** Opening Data supplied block **

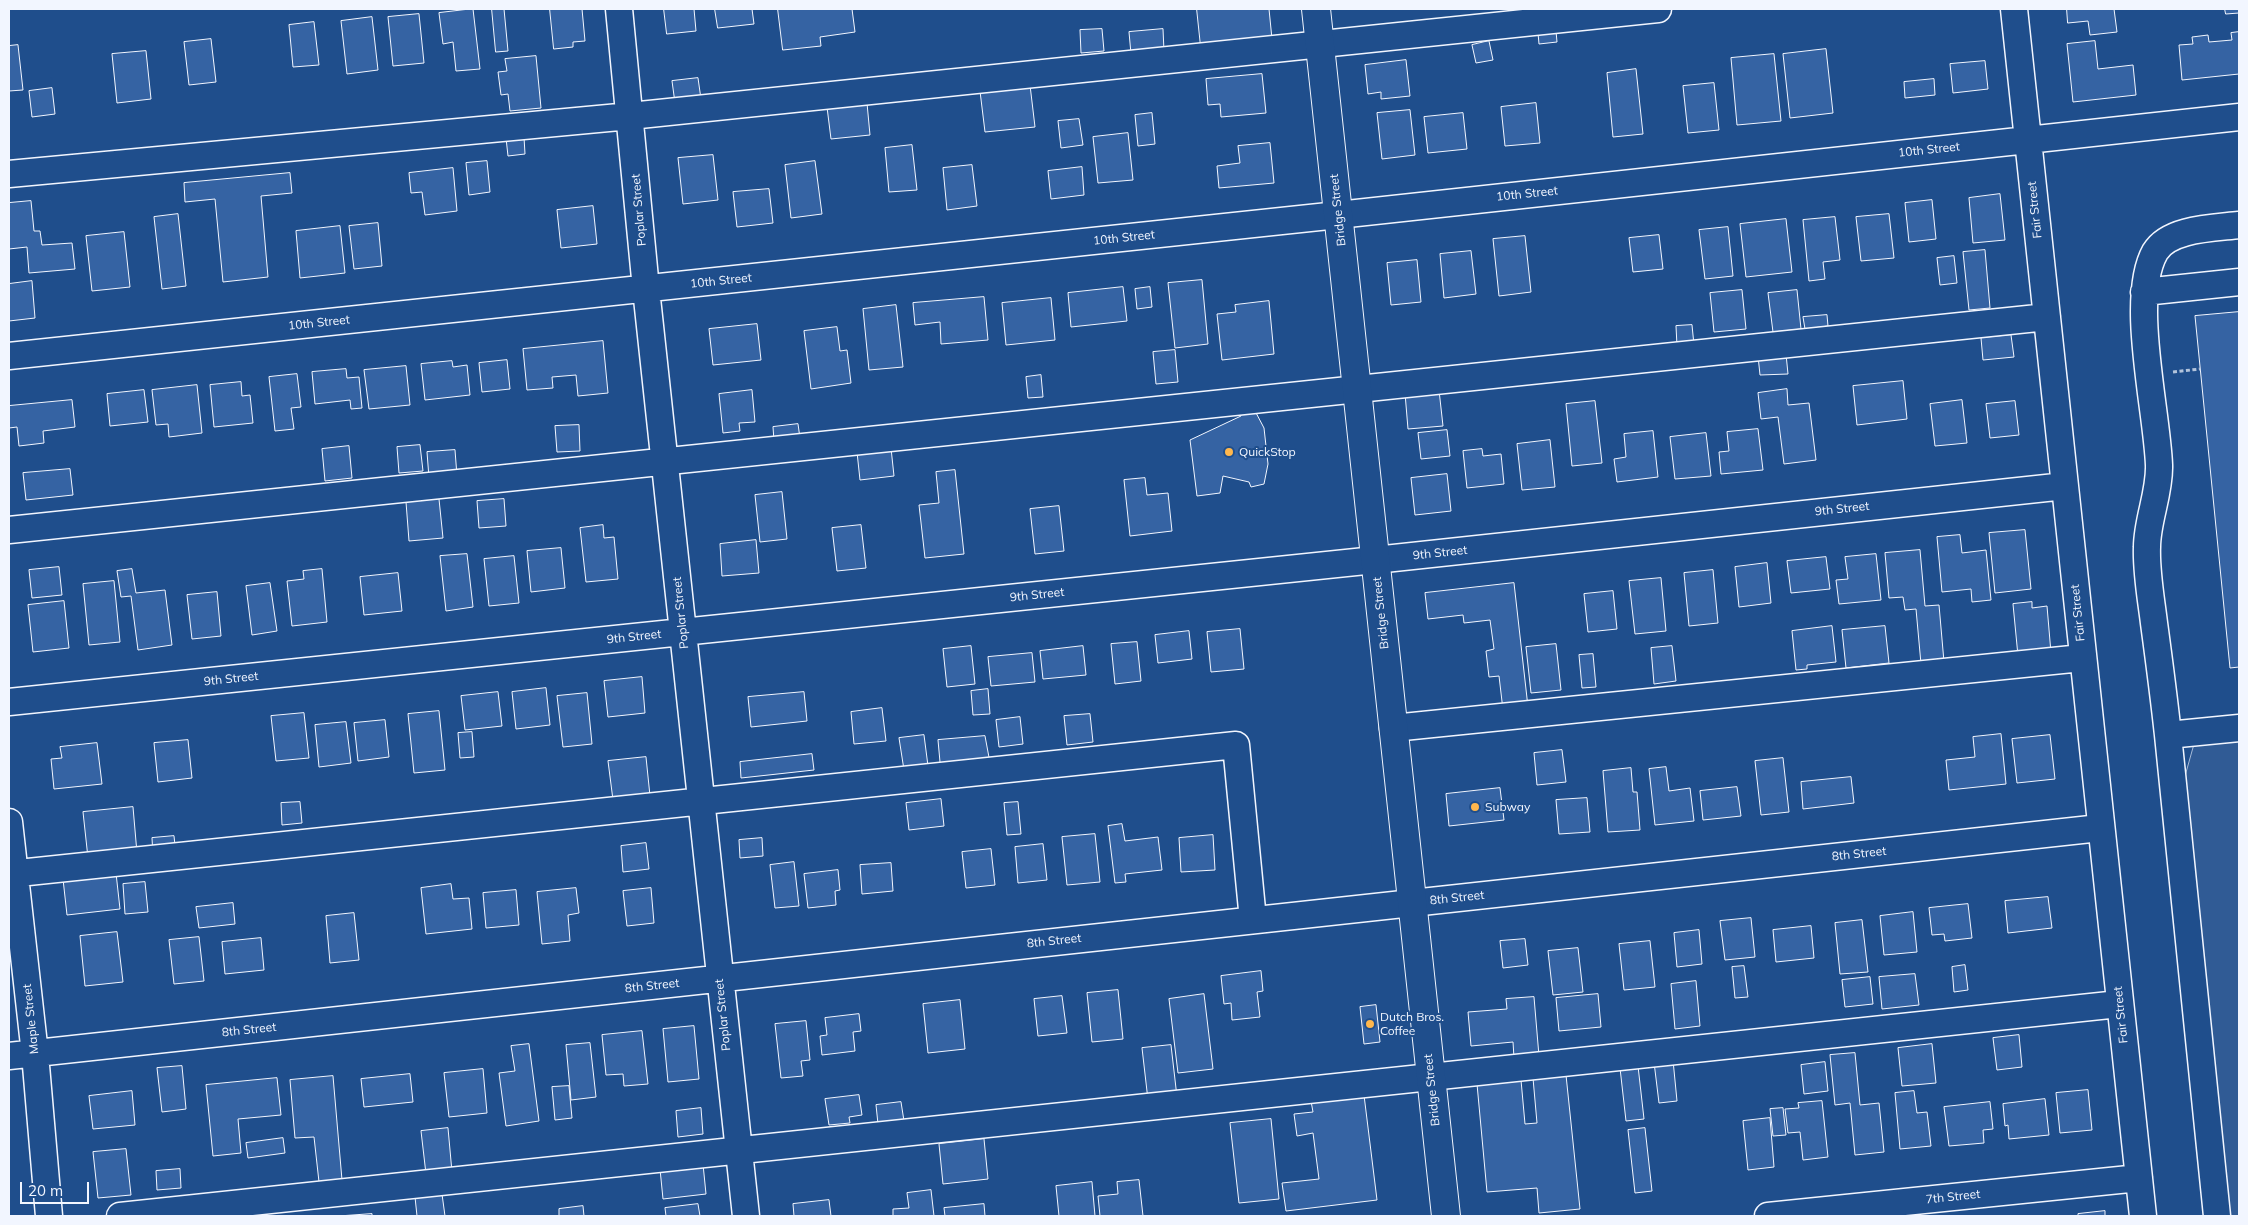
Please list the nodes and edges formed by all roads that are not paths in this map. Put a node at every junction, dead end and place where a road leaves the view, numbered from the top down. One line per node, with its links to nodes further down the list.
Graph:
1 (619, 9): 6 (street, Poplar Street)
2 (1316, 9): 5 (highway, Bridge Street)
3 (1658, 9): 5 (street)
4 (2014, 9): 8 (street, Fair Street)
5 (1319, 45): 6 (street); 10 (highway, Bridge Street)
6 (630, 116): 9 (street); 13 (street, Poplar Street)
7 (2239, 116): 8 (street, 10th Street)
8 (2028, 140): 10 (street, 10th Street); 15 (street, Fair Street)
9 (9, 174)
10 (1338, 215): 13 (street, 10th Street); 17 (highway, Bridge Street)
11 (2239, 225): 14 (street)
12 (2239, 282): 14 (street)
13 (646, 289): 16 (street, 10th Street); 18 (street, Poplar Street)
14 (2144, 292): 27 (street)
15 (2047, 317): 17 (street); 19 (street, Fair Street)
16 (9, 356)
17 (1357, 389): 18 (street); 21 (highway, Bridge Street)
18 (665, 461): 20 (street); 22 (street, Poplar Street)
19 (2065, 486): 21 (street, 9th Street); 23 (street, Fair Street)
20 (9, 530)
21 (1376, 560): 22 (street, 9th Street); 25 (highway, Bridge Street)
22 (684, 632): 24 (street, 9th Street); 28 (street, Poplar Street)
23 (2082, 658): 25 (street); 30 (street, Fair Street)
24 (9, 702)
25 (1393, 728): 32 (highway, Bridge Street)
26 (2239, 728): 27 (street)
27 (2168, 735): 48 (street)
28 (701, 803): 31 (street); 33 (street); 34 (street, Poplar Street)
29 (9, 822): 31 (street, Maple Street)
30 (2100, 828): 32 (street, 8th Street); 35 (street, Fair Street)
31 (12, 874): 36 (street, Maple Street)
32 (1411, 902): 33 (street, 8th Street); 38 (highway, Bridge Street)
33 (1253, 920): 34 (street, 8th Street)
34 (719, 978): 36 (street, 8th Street); 39 (street, Poplar Street)
35 (2119, 1004): 38 (street); 40 (street, Fair Street)
36 (35, 1054): 37 (street, 8th Street); 42 (street, Maple Street)
37 (9, 1056)
38 (1431, 1077): 39 (street); 45 (highway, Bridge Street)
39 (739, 1151): 41 (street); 44 (street, Poplar Street)
40 (2139, 1178): 46 (street, 7th Street); 47 (street, Fair Street)
41 (310, 1206): 43 (street)
42 (50, 1216)
43 (120, 1216)
44 (746, 1216)
45 (1446, 1216)
46 (1768, 1216)
47 (2142, 1216)
48 (2217, 1216)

** Closing Data supplied block **

Work instructions: Output the records verbatim without pictures.

Solution to the exercise:
Please list the nodes and edges formed by all roads that are not paths in this map. Put a node at every junction, dead end and place where a road leaves the view, numbered from the top down. One line per node, with its links to nodes further down the list.
Graph:
1 (619, 9): 6 (street, Poplar Street)
2 (1316, 9): 5 (highway, Bridge Street)
3 (1658, 9): 5 (street)
4 (2014, 9): 8 (street, Fair Street)
5 (1319, 45): 6 (street); 10 (highway, Bridge Street)
6 (630, 116): 9 (street); 13 (street, Poplar Street)
7 (2239, 116): 8 (street, 10th Street)
8 (2028, 140): 10 (street, 10th Street); 15 (street, Fair Street)
9 (9, 174)
10 (1338, 215): 13 (street, 10th Street); 17 (highway, Bridge Street)
11 (2239, 225): 14 (street)
12 (2239, 282): 14 (street)
13 (646, 289): 16 (street, 10th Street); 18 (street, Poplar Street)
14 (2144, 292): 27 (street)
15 (2047, 317): 17 (street); 19 (street, Fair Street)
16 (9, 356)
17 (1357, 389): 18 (street); 21 (highway, Bridge Street)
18 (665, 461): 20 (street); 22 (street, Poplar Street)
19 (2065, 486): 21 (street, 9th Street); 23 (street, Fair Street)
20 (9, 530)
21 (1376, 560): 22 (street, 9th Street); 25 (highway, Bridge Street)
22 (684, 632): 24 (street, 9th Street); 28 (street, Poplar Street)
23 (2082, 658): 25 (street); 30 (street, Fair Street)
24 (9, 702)
25 (1393, 728): 32 (highway, Bridge Street)
26 (2239, 728): 27 (street)
27 (2168, 735): 48 (street)
28 (701, 803): 31 (street); 33 (street); 34 (street, Poplar Street)
29 (9, 822): 31 (street, Maple Street)
30 (2100, 828): 32 (street, 8th Street); 35 (street, Fair Street)
31 (12, 874): 36 (street, Maple Street)
32 (1411, 902): 33 (street, 8th Street); 38 (highway, Bridge Street)
33 (1253, 920): 34 (street, 8th Street)
34 (719, 978): 36 (street, 8th Street); 39 (street, Poplar Street)
35 (2119, 1004): 38 (street); 40 (street, Fair Street)
36 (35, 1054): 37 (street, 8th Street); 42 (street, Maple Street)
37 (9, 1056)
38 (1431, 1077): 39 (street); 45 (highway, Bridge Street)
39 (739, 1151): 41 (street); 44 (street, Poplar Street)
40 (2139, 1178): 46 (street, 7th Street); 47 (street, Fair Street)
41 (310, 1206): 43 (street)
42 (50, 1216)
43 (120, 1216)
44 (746, 1216)
45 (1446, 1216)
46 (1768, 1216)
47 (2142, 1216)
48 (2217, 1216)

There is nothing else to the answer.